On the first day of the Merry Month of May twenty-three members arrived at the estate of Tom and Davina Wood to tour the woodland that had been created on what had formerly been a plant nursery known as Oakover Nurseries. After the company had moved to another location Tom Wood bought the 15 acre site and began to develop what has now become a magnificent collection of both native and exotic trees.
We were led on a delightful two-hour walk where we marveled at gigantic Rhododendrons still in bloom and at many colourful Azaleas. We were told that a number of the plants suffered from ‘bud blast’ following infection from the fungus Seifertia azalea which is transmitted by the leaf-hopper; there is no known control measure available at present! The largest and perhaps the most spectacular Rhododendron was the intensely white R.loderi.(a popular hybrid produced by crossing R.fortunei with R. griffithianum).
The soil at the estate is acidic and varies from ph 3.2 in the bog area to less than ph 5.0 on the ridges. We were assured that trees such as Quercus palustris, Euonemus elatus and Oxydendrum arboreum exhibit intensely crimson and deep scarlet leaves in the autumn. This information suggested too many members that a return visit in the autumn would be a sensible and a rewarding excursion!
The collection has some notable oaks but many such as Q.phellos were still in bud. In contrast Q.frainetto (the Hungarian Oak) exhibited a magnificent canopy of young, light –green foliage.

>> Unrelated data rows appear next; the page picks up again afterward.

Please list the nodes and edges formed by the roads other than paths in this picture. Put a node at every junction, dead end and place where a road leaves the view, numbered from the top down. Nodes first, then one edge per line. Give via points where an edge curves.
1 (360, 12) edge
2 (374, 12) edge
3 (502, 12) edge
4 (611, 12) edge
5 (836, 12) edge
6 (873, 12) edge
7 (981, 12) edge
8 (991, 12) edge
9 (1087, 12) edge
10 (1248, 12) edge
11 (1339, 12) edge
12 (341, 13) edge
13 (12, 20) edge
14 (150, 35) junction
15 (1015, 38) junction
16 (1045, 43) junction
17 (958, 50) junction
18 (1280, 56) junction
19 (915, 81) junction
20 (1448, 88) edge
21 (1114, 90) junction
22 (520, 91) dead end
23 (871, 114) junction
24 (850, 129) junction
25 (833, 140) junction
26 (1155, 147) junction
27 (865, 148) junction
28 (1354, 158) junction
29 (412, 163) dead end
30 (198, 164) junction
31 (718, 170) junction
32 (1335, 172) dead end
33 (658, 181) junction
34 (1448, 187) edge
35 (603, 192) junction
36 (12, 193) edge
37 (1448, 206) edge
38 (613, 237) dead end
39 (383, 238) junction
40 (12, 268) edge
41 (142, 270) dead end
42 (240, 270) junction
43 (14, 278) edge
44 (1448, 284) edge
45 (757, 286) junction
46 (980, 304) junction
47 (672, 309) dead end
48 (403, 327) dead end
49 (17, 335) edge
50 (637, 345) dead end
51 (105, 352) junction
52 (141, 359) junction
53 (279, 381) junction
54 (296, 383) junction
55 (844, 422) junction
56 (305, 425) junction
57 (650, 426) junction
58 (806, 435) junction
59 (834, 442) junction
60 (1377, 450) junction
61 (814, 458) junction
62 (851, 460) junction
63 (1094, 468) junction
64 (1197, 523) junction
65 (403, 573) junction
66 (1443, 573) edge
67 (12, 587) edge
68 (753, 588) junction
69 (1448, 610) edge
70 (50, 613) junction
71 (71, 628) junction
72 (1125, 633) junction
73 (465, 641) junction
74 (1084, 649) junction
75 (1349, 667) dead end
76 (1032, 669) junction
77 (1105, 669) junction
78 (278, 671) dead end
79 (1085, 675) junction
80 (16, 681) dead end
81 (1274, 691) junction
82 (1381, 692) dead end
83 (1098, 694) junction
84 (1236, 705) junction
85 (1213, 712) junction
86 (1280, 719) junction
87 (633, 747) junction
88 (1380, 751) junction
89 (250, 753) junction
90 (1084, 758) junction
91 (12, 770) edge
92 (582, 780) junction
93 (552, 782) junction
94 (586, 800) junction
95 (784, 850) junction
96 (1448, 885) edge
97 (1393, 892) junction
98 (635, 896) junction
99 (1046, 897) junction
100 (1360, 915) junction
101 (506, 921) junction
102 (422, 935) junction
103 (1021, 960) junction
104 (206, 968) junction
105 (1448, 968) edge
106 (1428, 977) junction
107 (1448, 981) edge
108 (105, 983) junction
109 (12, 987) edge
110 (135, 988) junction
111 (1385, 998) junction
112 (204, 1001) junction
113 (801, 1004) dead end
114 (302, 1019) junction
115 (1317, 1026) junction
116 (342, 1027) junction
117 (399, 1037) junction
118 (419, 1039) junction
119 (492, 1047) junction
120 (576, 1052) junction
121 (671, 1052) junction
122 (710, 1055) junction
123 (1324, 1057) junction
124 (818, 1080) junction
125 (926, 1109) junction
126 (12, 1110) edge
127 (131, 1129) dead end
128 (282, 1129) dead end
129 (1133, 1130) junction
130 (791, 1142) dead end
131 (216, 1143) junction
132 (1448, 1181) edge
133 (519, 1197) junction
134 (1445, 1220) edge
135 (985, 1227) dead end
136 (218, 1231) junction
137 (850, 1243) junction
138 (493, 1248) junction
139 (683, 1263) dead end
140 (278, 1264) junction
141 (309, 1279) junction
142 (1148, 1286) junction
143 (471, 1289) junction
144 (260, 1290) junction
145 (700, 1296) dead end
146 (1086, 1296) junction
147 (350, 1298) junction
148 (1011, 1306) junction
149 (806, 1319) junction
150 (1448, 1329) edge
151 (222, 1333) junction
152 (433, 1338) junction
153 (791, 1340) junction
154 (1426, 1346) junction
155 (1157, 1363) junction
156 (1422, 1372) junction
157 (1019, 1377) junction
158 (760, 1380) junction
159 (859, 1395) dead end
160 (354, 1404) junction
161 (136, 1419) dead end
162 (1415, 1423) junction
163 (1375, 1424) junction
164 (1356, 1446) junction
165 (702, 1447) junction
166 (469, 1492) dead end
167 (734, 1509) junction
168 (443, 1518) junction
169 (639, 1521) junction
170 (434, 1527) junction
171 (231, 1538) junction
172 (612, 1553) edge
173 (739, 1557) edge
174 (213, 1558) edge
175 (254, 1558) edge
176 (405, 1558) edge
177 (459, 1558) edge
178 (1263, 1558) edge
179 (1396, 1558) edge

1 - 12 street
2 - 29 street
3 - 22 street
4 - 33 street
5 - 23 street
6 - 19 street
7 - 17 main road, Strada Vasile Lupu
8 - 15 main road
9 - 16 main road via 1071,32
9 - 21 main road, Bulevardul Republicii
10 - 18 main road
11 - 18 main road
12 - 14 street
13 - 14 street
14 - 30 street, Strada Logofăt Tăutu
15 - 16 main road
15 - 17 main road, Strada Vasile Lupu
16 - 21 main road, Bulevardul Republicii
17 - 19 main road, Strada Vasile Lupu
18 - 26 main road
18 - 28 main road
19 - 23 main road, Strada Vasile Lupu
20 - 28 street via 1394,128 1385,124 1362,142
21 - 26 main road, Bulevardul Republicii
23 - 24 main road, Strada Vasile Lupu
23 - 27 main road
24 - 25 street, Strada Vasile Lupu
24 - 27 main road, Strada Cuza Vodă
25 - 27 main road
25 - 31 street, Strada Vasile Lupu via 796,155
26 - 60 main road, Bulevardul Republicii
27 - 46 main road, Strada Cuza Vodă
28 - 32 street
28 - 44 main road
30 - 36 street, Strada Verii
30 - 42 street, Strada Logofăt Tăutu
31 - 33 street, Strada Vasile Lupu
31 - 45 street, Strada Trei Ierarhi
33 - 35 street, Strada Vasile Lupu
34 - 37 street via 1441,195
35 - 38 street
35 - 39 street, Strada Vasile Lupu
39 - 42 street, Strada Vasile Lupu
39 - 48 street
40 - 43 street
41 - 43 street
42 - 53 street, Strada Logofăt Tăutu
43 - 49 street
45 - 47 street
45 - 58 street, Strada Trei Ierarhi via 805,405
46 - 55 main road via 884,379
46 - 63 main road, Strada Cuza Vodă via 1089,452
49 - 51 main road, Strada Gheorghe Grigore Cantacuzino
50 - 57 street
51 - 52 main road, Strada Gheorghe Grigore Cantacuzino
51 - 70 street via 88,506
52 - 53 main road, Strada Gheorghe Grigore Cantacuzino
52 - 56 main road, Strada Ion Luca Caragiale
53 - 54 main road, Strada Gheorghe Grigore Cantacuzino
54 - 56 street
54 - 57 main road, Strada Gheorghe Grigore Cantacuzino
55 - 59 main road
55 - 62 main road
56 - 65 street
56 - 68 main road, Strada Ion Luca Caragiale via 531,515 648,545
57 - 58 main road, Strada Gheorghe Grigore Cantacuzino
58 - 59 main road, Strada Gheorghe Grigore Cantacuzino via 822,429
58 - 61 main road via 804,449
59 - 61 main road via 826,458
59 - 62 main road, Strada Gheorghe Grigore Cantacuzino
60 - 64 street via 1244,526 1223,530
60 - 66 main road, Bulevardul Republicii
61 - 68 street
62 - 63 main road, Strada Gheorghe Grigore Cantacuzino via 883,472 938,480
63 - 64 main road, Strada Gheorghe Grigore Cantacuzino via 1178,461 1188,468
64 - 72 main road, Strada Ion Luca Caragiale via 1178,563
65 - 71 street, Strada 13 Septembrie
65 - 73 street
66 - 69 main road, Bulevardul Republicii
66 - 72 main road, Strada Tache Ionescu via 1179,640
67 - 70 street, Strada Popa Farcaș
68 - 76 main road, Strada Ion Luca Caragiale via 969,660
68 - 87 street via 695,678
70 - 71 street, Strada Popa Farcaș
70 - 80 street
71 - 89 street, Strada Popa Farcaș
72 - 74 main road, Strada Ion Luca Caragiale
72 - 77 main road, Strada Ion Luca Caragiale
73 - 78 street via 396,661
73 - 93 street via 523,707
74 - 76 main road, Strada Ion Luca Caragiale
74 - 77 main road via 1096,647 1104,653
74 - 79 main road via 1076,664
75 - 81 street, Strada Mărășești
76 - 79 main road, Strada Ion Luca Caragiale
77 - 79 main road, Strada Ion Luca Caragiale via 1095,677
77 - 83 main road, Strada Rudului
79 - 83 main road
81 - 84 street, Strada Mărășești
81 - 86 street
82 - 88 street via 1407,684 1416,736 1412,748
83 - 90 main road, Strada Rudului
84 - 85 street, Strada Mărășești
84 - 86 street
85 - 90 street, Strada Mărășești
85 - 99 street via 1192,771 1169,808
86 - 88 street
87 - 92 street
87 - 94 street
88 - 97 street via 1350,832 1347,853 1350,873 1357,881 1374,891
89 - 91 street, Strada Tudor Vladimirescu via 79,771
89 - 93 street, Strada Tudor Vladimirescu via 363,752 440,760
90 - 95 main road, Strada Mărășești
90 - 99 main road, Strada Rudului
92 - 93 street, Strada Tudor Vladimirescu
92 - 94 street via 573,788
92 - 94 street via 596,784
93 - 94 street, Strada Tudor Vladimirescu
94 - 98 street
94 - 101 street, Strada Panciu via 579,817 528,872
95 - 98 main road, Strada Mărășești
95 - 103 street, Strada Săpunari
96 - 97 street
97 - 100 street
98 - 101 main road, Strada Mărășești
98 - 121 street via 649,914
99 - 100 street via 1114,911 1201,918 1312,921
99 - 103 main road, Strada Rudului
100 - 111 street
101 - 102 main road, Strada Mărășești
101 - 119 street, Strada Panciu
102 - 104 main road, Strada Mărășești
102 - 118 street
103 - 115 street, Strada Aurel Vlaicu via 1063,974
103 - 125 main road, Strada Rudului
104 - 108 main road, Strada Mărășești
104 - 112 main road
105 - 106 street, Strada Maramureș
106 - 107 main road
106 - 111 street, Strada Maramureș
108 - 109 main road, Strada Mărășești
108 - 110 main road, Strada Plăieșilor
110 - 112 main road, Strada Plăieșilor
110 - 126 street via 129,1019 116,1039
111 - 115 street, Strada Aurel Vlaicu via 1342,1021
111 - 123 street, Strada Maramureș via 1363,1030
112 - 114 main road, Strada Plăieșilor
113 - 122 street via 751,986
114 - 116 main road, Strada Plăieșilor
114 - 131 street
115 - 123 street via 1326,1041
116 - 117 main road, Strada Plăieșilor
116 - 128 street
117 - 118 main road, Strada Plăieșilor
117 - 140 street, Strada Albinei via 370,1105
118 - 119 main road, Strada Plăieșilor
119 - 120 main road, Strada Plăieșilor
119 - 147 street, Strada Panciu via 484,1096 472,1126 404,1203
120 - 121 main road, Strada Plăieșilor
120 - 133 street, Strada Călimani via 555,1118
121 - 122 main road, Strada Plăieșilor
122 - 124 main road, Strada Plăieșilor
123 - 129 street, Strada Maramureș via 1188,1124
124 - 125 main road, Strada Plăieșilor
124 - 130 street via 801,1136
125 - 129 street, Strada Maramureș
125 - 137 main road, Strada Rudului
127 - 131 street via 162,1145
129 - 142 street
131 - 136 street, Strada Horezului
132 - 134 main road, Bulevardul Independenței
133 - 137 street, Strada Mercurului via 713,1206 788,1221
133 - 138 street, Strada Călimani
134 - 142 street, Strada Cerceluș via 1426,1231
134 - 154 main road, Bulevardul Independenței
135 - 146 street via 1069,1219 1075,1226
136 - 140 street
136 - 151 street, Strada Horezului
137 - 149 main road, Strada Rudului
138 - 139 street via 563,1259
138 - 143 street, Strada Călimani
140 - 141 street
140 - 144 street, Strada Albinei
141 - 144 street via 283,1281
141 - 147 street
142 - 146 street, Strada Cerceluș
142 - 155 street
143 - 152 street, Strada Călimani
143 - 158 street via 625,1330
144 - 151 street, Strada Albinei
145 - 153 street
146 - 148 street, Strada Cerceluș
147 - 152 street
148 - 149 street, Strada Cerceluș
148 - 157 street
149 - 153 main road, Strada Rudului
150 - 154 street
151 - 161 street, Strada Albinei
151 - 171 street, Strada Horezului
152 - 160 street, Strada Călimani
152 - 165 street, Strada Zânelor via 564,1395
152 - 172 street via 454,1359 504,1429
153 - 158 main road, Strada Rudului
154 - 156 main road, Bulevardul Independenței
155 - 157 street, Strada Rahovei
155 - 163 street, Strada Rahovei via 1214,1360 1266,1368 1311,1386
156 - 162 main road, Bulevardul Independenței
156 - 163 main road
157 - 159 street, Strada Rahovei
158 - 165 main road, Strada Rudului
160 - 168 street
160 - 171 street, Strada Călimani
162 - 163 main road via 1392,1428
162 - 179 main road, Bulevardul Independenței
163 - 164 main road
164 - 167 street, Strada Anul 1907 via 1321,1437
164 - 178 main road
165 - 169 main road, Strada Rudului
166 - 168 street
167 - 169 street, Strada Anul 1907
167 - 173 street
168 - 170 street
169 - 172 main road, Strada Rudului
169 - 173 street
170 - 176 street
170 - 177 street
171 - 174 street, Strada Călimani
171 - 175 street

Understandably, there are many unusual and even rare species within the collection and the following were brought to our attention; Melliodendron xylocarpum; Oxydendrum arboreum (the Sorrel Tree) and Toona sinensis. To everyone’s delight we were shown the true sugar maple Acer saccharum and not the commonly misnamed Acer saccharinum.
Among the outstanding trees with which we were more familiar were, for example; Ostreya carpinifolia (the hop tree) and Aesculus indica (the Asian horse chestnut) and a magnificent, tall Liriodendron.
Walking towards the bottom lake we encountered a young specimen of the Giant Himalayan Lily (Cardiocrinum giganteum) which is a herbaceous plant but which rises to a height of 10 feet when fully grown; not actually a tree but a curiously tall plant. We also glimpsed the purple flowers of Magnolia genie– considered to have the darkest colour of any known Magnolia. Nearby many of us were able to pick up the fragrant scent of the bright yellow Rhododendron luteum- formerly R.ponticum- ( the honeysuckle Azalea) not to be confused with the vigorously invasive Rhododendron ponticum. Despite having a delightful fragrance the nectar of R.luteum is highly toxic and has been shown to be fatal to humans. Beware!
Our tour ended on the bank of the lower lake where we saw a fine example of Taxodium and a specimen of Metasequoia glyptostroboides with a typically fluted basal trunk. We heard from Tom Wood that grafted trees (which are more commonly available in nurseries) do not produce this fluted stem and are therefore weaker particularly in heavy wind.
All in all, our joint quest for beautiful trees was fully realized and we are all indebted to our hosts for allowing us to tour their magnificent woodland. To complete the day we were regaled with some welcome tea and some delicious, home-baked cake. We collected a sum of money from our members and the Woods insisted that it should be sent to their designated charity, the Ashford Pilgrim’s Hospice.